Rehoboth recently passed a tree ordinance. It’s the first one in the State and it’s designed to help protect the character of the city. Hooray, I say. Trees are part of what makes Rehoboth unique, and as you wander around town, you notice a lot of ‘em –pines, oaks, cherries, cedars, and crepe myrtles. Some sycamores. A couple of locusts. Fewer and fewer dogwoods. Rehoboth is one of the few spots along the South Atlantic coast where the mainland extends almost to the surf itself. Large stands of tall loblolly pine and holly, especially along the north end of town, approach within a city block of the sea. “Where the pine meets the brine” was an old slogan often associated with Rehoboth.

Let’s talk specifically about the hollies, shall we.

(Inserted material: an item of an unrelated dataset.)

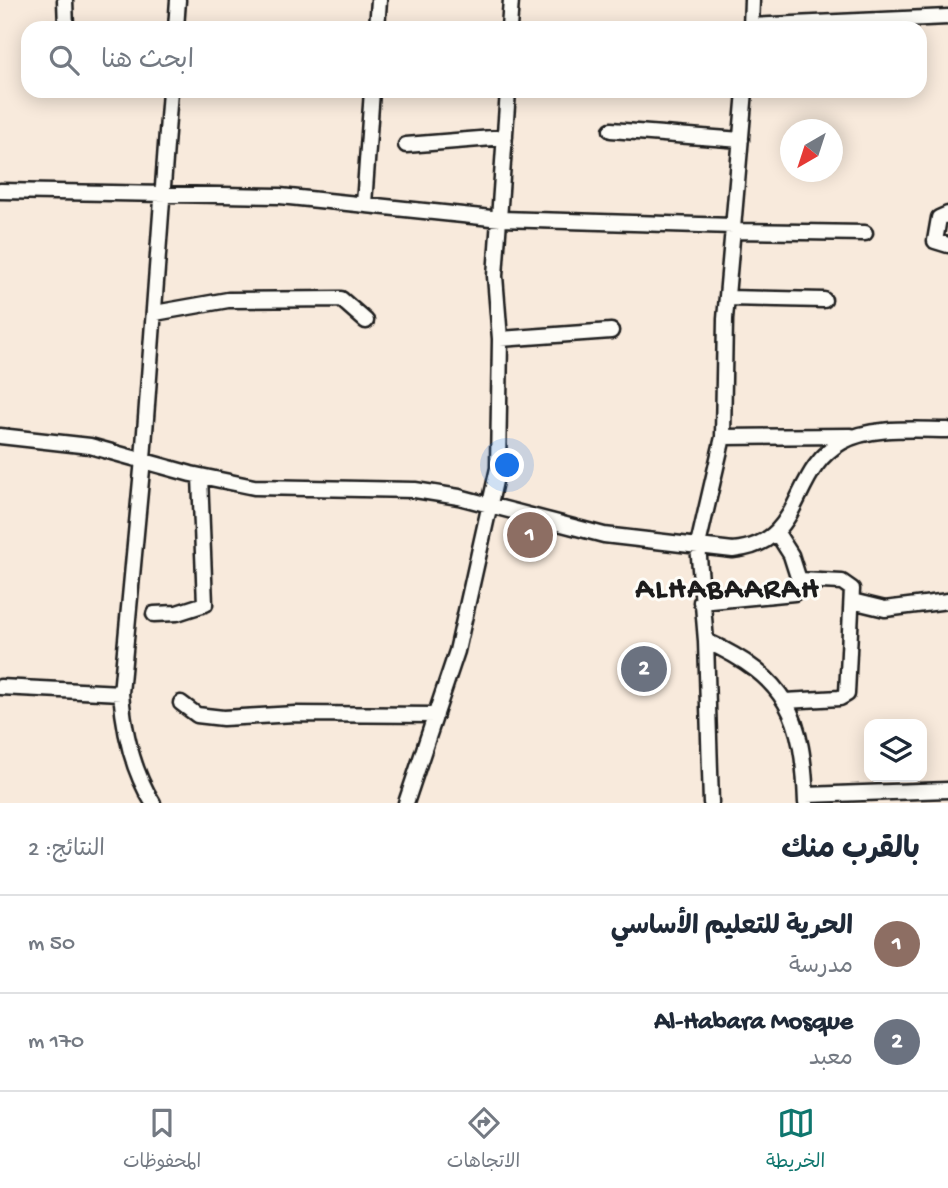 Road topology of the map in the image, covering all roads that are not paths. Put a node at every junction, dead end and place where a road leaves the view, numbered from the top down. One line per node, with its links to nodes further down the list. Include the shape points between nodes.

Handsome trees they are, with shiny evergreen leaves, sweet smelling flowers in the spring, and pretty red berries in the winter and early spring. Birds love ‘em. Bees do too. But if you’ve ever spent any time living with one, you’ve got to wonder why anyone in their right mind would plant one at the beach. Their spiny leaves certainly aren’t conducive to running around barefooted. The berries clog gutters and stain canvas awnings. Holly leaves and berries actually got into and damaged our Volvo’s air conditioning system. The damn things cost us $3,000 in repairs!

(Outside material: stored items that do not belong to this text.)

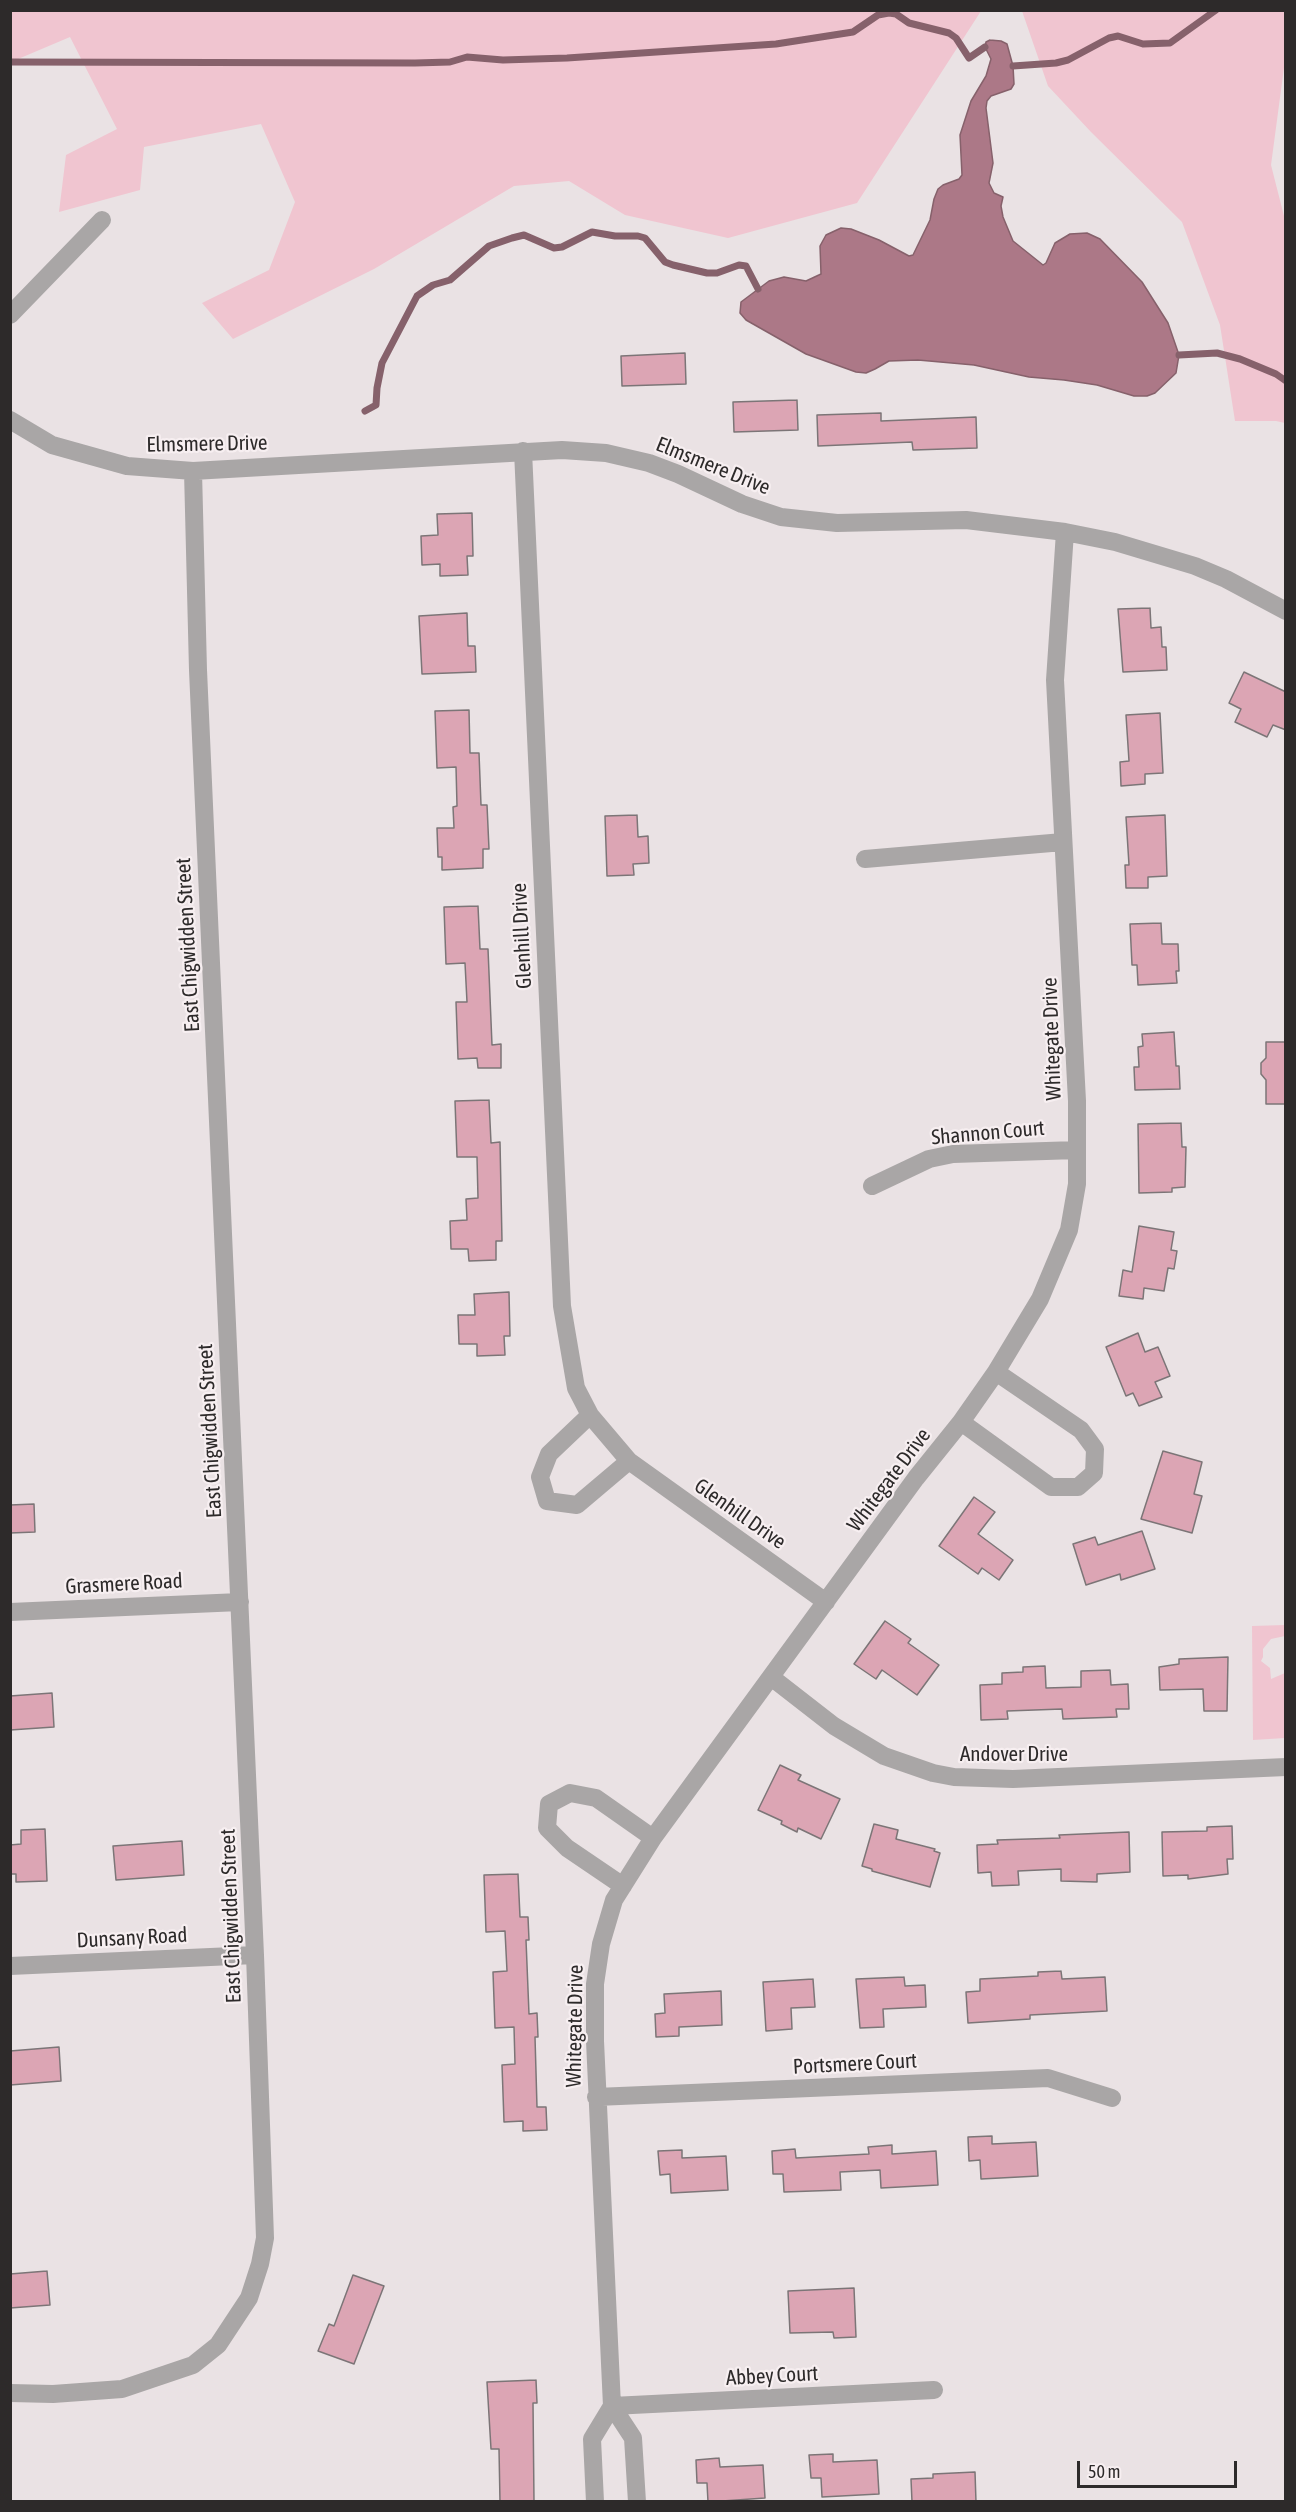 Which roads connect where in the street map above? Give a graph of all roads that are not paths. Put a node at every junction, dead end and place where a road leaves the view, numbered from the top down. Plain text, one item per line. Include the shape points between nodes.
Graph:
1 (102, 220) dead end
2 (10, 315) edge
3 (10, 420) edge
4 (523, 451) junction
5 (193, 471) junction
6 (1065, 532) junction
7 (1286, 611) edge
8 (1063, 842) junction
9 (865, 859) dead end
10 (1077, 1150) junction
11 (872, 1186) dead end
12 (996, 1372) junction
13 (590, 1415) junction
14 (961, 1422) junction
15 (629, 1461) junction
16 (240, 1602) junction
17 (826, 1602) junction
18 (10, 1612) edge
19 (771, 1677) junction
20 (1286, 1767) edge
21 (653, 1838) junction
22 (623, 1886) junction
23 (255, 1955) junction
24 (10, 1966) edge
25 (596, 2097) junction
26 (1112, 2098) dead end
27 (934, 2391) dead end
28 (10, 2393) edge
29 (612, 2406) junction
30 (595, 2502) edge
31 (637, 2502) edge

1 - 2 street
3 - 5 street, Elmsmere Drive via 52,445 128,466
4 - 5 street, Elmsmere Drive
4 - 6 street, Elmsmere Drive via 606,453 649,463 781,517 847,523 966,520
4 - 13 street, Glenhill Drive via 562,1306 576,1388
5 - 16 street, East Chigwidden Street via 198,670
6 - 7 street, Elmsmere Drive via 1156,552 1227,579
6 - 8 street, Whitegate Drive via 1056,680
8 - 9 street
8 - 10 street, Whitegate Drive
10 - 11 street, Shannon Court via 953,1154 928,1159
10 - 12 street, Whitegate Drive via 1070,1230 1040,1299
12 - 14 street, Whitegate Drive
12 - 14 street via 1081,1430 1095,1449 1094,1473 1078,1487 1051,1487
13 - 15 street, Glenhill Drive
13 - 15 street via 549,1454 540,1477 547,1501 577,1505
14 - 17 street, Whitegate Drive
15 - 17 street, Glenhill Drive
16 - 18 street, Grasmere Road
16 - 23 street, East Chigwidden Street
17 - 19 street, Whitegate Drive
19 - 20 street, Andover Drive via 834,1726 884,1756 954,1777 1013,1779
19 - 21 street, Whitegate Drive
21 - 22 street, Whitegate Drive
21 - 22 street via 596,1798 570,1793 549,1804 547,1828 567,1848
22 - 25 street, Whitegate Drive via 614,1900 601,1944 595,1984
23 - 24 street, Dunsany Road
23 - 28 street, East Chigwidden Street via 266,2238 249,2298 218,2345 193,2365 122,2389
25 - 26 street, Portsmere Court via 1048,2078
25 - 29 street, Whitegate Drive
27 - 29 street, Abbey Court
29 - 30 street via 592,2439
29 - 31 street via 633,2438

The holly tree has long been an icon of winter and of the Christmas holiday season. It’s also a symbol of masculine fertility and potency because of the staying power of the berries and shiny foliage throughout winter. I knew that the English sometimes burn holly branches to celebrate the end of winter. But I didn’t know until recently that Delaware had a thriving holly export industry during the first half of the 20th century. Yes indeed. By the 1930s, Delaware was the leading producer in the nation, most of which came from Sussex County. That’s probably why the State adopted the American Holly as its official tree in 1939. The holly industry, though, rapidly declined by the 1960’s, due to the increasing use of artificial holly goods.

The American Holly can reach a maximum of 60 feet in height with a trunk diameter of 20 inches. I haven’t measured it, but my holly looks to be over 40 feet tall. It’s a tough old warrior — its light gray bark mottled with odd shaped growths, a couple of sawn off limbs, and a continuous ooze from a wound sustained from an unfortunate run-in with a bulldozer.

Every summer I contemplate arborcide and talk about replacing it with a tidier tree, one that’s kinder on the feet. But I don’t. And not because of the tree ordinance. I don’t cut it down because it was here before I was and that means something. I like the fact that English builders of old used to make cottage steps out of holly wood so the witches couldn’t enter. I like Holly Golightly. Mostly, though, I leave the holly standing because it just seems to belong outside my cottage. The big tree and the little cottage are eccentrics, renegades, holdouts from an era before beige carpeting, plastic fences, and those conformist, “bred for suburban stripmalls” Bradford Pear trees. They’re survivors from an age when people treated their beach houses more as summer respites than speculative investments.

What can I say? I’m a romantic. And I fancy myself a bit of a renegade. So I’ll just toss a few holly branches on the fire to help usher in spring and continue to pluck the damn leaves out of my car, my gutters, and my feet.